— Task requirements —
Quote the records beneath, complete and exact. Leave out images.

(Dataset entries)
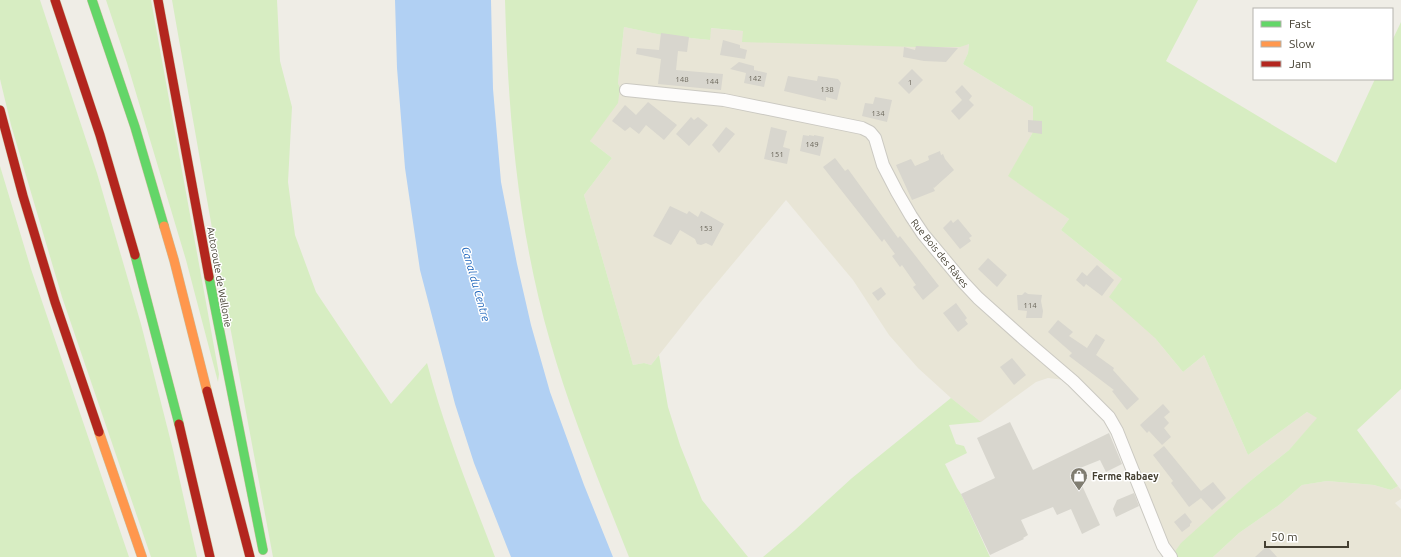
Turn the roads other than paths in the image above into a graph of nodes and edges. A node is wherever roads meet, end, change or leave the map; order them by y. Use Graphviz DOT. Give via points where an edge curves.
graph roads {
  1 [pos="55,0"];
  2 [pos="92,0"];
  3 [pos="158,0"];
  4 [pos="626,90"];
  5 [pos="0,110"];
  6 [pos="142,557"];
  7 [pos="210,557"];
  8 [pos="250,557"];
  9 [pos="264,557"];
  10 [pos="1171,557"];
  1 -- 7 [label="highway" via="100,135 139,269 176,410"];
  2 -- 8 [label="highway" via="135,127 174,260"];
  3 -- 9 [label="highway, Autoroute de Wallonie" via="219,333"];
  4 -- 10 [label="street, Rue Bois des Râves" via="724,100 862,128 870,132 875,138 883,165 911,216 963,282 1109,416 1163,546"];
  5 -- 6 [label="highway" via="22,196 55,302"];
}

— Answer to the problem —
Turn the roads other than paths in the image above into a graph of nodes and edges. A node is wherever roads meet, end, change or leave the map; order them by y. Use Graphviz DOT. Give via points where an edge curves.
graph roads {
  1 [pos="55,0"];
  2 [pos="92,0"];
  3 [pos="158,0"];
  4 [pos="626,90"];
  5 [pos="0,110"];
  6 [pos="142,557"];
  7 [pos="210,557"];
  8 [pos="250,557"];
  9 [pos="264,557"];
  10 [pos="1171,557"];
  1 -- 7 [label="highway" via="100,135 139,269 176,410"];
  2 -- 8 [label="highway" via="135,127 174,260"];
  3 -- 9 [label="highway, Autoroute de Wallonie" via="219,333"];
  4 -- 10 [label="street, Rue Bois des Râves" via="724,100 862,128 870,132 875,138 883,165 911,216 963,282 1109,416 1163,546"];
  5 -- 6 [label="highway" via="22,196 55,302"];
}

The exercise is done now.